He’d been snorting coke again, I think, and drinking in his room. I could see it in his manic friendliness, his hands gripping the beer can, the way he leaned in to talk to me as if the entire universe was rushing in and he could barely hold on. He’d grabbed me and pulled me behind a car during an outing to talk to me.
“I just wanted to tell you again,” he said, “I don’t think you should go on antidepressants.”
“Why?” I said, because this was one conversation of many, “why? I don’t understand why this means so much to you.”
“Because you’re a wonderful writer. You’re beautiful and talented. Your personality is a bit dramatic, I mean, don’t get me wrong, but I’d hate to see all that go to waste.”
“I don’t understand.”
“Autumn, you are dumping a dangerous amount of chemicals inside your brain. You have no idea how that’s going to affect you.”
“So is everyone. I mean, so are you.”
“Don’t trust the pharmaceutical companies. Don’t trust the doctors. And don’t ever go to a mental hospital. They will take away from you everything that is human.”

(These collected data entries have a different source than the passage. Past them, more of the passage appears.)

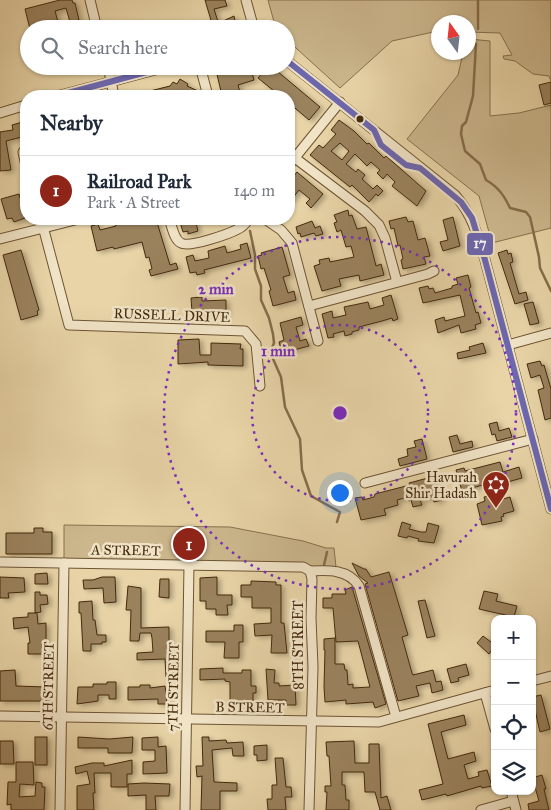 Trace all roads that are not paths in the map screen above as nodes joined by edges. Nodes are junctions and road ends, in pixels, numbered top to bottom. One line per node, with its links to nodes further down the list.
1 (90, 0): 3 (street)
2 (246, 0): 4 (street)
3 (95, 20)
4 (252, 20)
5 (295, 67): 13 (street)
6 (110, 75): 9 (street)
7 (137, 75): 9 (street)
8 (202, 75): 12 (street)
9 (111, 82): 10 (street); 11 (street)
10 (80, 90)
11 (113, 90)
12 (206, 90)
13 (340, 102): 16 (street); 28 (street)
14 (20, 107): 15 (street)
15 (0, 113)
16 (295, 158): 24 (street)
17 (37, 225): 22 (street)
18 (43, 225): 29 (street, RUSSELL DRIVE)
19 (171, 225): 20 (street)
20 (245, 225)
21 (274, 225): 25 (street)
22 (0, 239)
23 (434, 271): 24 (street)
24 (397, 282): 25 (street)
25 (309, 306): 27 (street)
26 (551, 333): 28 (street)
27 (318, 341)
28 (508, 345): 30 (street)
29 (260, 386)
30 (532, 439): 31 (street); 32 (street)
31 (366, 483)
32 (551, 509)
33 (0, 562): 34 (street, A STREET)
34 (64, 563): 35 (street, A STREET); 42 (street, 6TH STREET)
35 (189, 565): 36 (street, A STREET); 44 (street, 7TH STREET)
36 (310, 571): 43 (street, A STREET); 45 (street, 8TH STREET)
37 (551, 676): 38 (street)
38 (536, 679)
39 (490, 691): 40 (street); 43 (street, B STREET)
40 (492, 705)
41 (0, 716): 42 (street, B STREET)
42 (62, 717): 44 (street, B STREET); 47 (street, 6TH STREET)
43 (396, 717): 45 (street, B STREET)
44 (186, 719): 45 (street, B STREET); 48 (street, 7TH STREET)
45 (311, 722): 49 (street, 8TH STREET)
46 (515, 806): 50 (street)
47 (60, 810)
48 (185, 810)
49 (310, 810)
50 (481, 810) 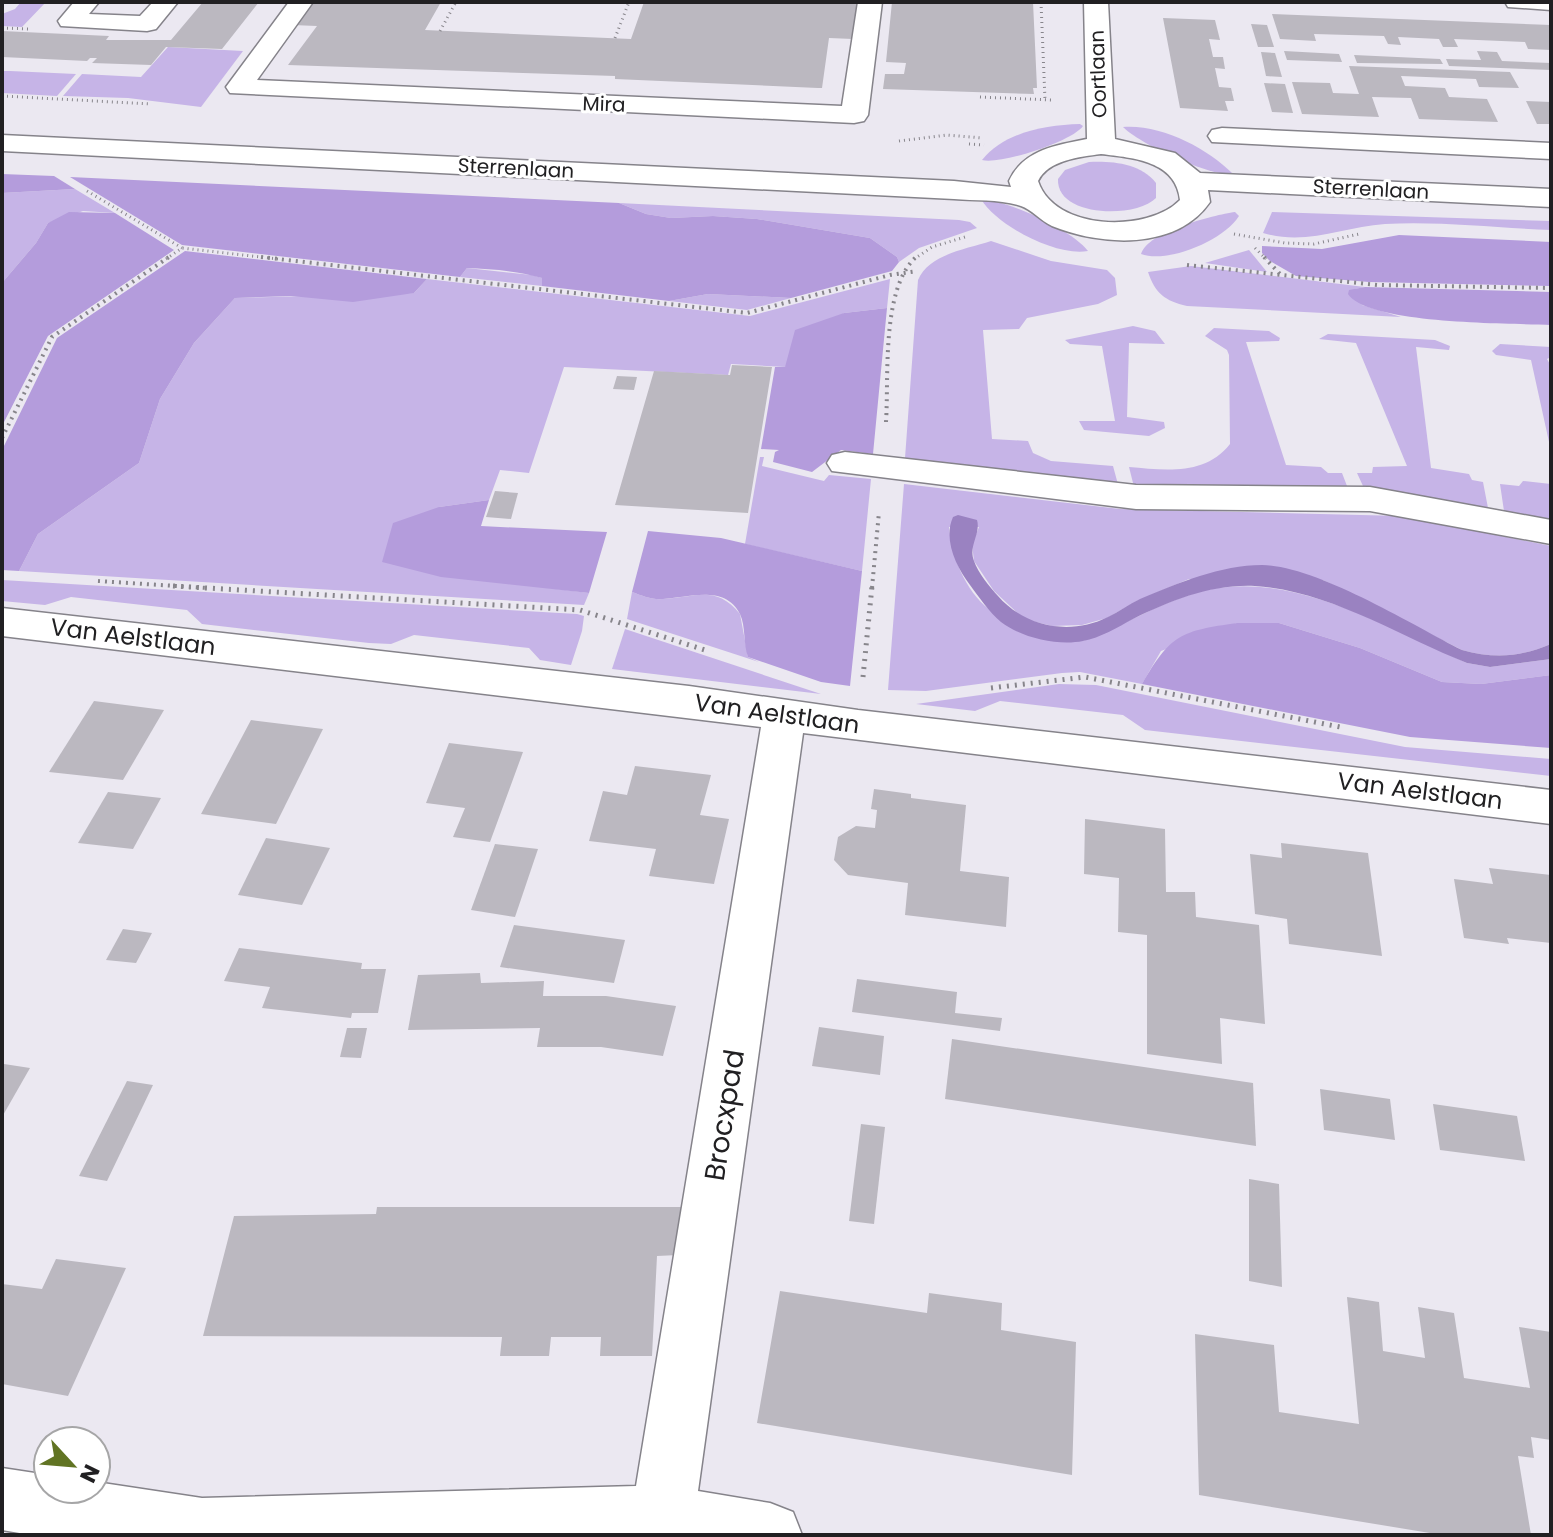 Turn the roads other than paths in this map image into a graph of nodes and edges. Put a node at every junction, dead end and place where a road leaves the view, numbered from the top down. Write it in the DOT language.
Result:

He was an artist living out of a warehouse, a welder and a painter with a tattoo of an Egon Schiele print on his arm. He drew beautifully disturbing and surreal paintings that reminded me of Clive Barker’s work, dripping with vibrant colors and broad, bold strokes. He introduced me to writers such as Jean Genet and Colette, He called me beautiful daily, told me how much he liked me, but promised to never touch me. He was diagnosed with Antisocial Personality Disorder and rapid-cycling bipolar, and the summer before I moved into the warehouse he’d stay in his room reading Hemingway with a gun pointed to his head. The perfect embodiment of the artist – bug trapped in a sheet of glass – tragic, dramatic, and addicted.

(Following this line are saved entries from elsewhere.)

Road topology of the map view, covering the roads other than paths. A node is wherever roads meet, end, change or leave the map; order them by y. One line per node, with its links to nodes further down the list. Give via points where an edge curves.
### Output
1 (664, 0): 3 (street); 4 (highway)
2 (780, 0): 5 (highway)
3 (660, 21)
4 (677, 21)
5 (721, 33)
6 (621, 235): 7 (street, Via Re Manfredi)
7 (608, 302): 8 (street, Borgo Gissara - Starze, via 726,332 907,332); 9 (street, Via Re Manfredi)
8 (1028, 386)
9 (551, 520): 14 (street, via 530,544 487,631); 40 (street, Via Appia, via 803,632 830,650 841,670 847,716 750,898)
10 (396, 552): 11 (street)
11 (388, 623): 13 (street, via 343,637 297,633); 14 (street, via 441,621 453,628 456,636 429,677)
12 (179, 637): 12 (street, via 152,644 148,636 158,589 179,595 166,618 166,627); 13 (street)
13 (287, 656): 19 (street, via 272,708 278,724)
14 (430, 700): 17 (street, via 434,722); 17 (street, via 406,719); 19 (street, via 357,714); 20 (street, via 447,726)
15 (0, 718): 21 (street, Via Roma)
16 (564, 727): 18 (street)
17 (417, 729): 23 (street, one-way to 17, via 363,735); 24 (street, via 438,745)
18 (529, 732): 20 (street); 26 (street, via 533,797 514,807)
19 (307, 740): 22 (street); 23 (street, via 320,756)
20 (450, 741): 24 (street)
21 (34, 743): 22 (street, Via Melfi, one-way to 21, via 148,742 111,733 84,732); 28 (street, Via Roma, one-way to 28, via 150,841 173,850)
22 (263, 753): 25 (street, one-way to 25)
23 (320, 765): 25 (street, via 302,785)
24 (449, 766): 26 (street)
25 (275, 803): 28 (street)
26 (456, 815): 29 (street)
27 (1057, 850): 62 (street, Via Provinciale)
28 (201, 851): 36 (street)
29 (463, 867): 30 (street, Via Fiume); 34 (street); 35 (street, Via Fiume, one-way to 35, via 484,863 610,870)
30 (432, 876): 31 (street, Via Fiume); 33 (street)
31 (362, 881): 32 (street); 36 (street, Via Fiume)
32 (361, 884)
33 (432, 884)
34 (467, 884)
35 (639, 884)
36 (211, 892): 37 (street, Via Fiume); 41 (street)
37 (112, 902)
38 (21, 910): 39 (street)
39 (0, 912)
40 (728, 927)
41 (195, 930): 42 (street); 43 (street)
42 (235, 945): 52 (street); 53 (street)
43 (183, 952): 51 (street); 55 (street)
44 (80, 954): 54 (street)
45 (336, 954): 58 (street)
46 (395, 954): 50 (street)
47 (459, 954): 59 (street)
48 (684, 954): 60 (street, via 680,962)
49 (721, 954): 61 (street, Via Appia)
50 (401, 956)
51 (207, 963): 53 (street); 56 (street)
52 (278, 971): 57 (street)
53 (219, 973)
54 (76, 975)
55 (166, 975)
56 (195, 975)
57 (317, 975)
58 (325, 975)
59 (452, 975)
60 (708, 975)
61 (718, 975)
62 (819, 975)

But despite his emphatic opinions, I started taking the antidepressants. I ended up moving out of the warehouse and I stopped sitting in the bathroom staring at the shiny row of razors all lined up along the bathtub. Most importantly, I kept writing.
I remember during the worst part of my depression I went to the World Horror Convention in Austin and met Stephanie, who slipped me her card. Her card fell down into the murky haze where I’d stopped writing. I had a book to finish editing but I could barely bring myself to get out of bed. Only six months later did I find the card and contacted her, and she invited me to submit a novella to Dark Continents. I put together some of my stories, and that’s how A Gentle Hell was created.
The idea of the tragic artist is so compelling because we want to believe that our suffering can be quantified, that for X amount of suffering we get X amount of beautiful art. But it doesn’t always work like that. Suffering isn’t profound or important in itself, and for those of us who suffer it can be a difficult reality to live with, especially when you may have other artists espousing its benefits. I often think of how successful my friend the artist could have been if he’d been able to take the gun from his head and paint more than a few times a year. And I also wonder if he’d have been an artist at all without the mania offered by his bipolar, or the need to express yourself that comes out of trauma.
It’s a line that some of us walk between productivity and desperation, and any misstep could leave us dead.
And that’s where the concept of A Gentle Hell came about: the quiet place I often find myself in those moments when I’m writing, caught between calm and hopelessness. The place that I run from that always finds me. The lingering inactivity juxtaposed with the frantic compulsion to finish my body of work before death catches me. Inside you’ll find atmospheric and dark stories about carnivorous deer, dead children, and strippers implanted with sleep machines – but it’s all about coming to terms with living in this universe when you own a body that wants to betray you.
About suffering: it is not necessary, or something that needs to be nurtured with coke and Hemingway, it’s simply there, and like many artists and non-artists alike I’ve been caught in the inner machinery of it.
And I hope when you read these stories, you’ll find that even in depression there’s a seed of hope, and for those who struggle with suffering and their art, sometimes that small seed is all we have to grasp on. But at least we can see it. We’ve seen the place where the light filters in and we don’t have to stay down here in the dark, suffering and sad. Not for art. Not for anyone. Not for long.
My name is Autumn Christian. I am a horror writer currently living in Austin, Texas.
I grew up in Fort Worth and attended university as an English literature major before I decided to drop out and run off to an Oklahoman dairy factory for six months. I became small town famous after writing a blog about the monsters that lived in the town pond, but soon after took off for a Texas commune. After getting kicked out of the commune for my ex-boyfriend’s suspected communist leanings, I ended up on the East side of Austin and lived in a Burning Man enclave with a haunted blues band. Later I arrived on the South side of Austin and moved into a demon infested apartment above a coffee shop where I continue to this day to write stories and wake up in the middle of the night to junkies screaming outside my window.
I’ve been a freelance writer, an iPhone game designer, a cheese producer, a haunted house actor, and a video game tester. I consider Philip K. Dick, Ray Bradbury, Katie Jane Garside, the southern gothic, and dubstep as main sources of inspiration. I’ve been published in numerous literary magazines that are probably too obscure to worth mentioning. I also find writing biographies the proper way in third person intensely uncomfortable.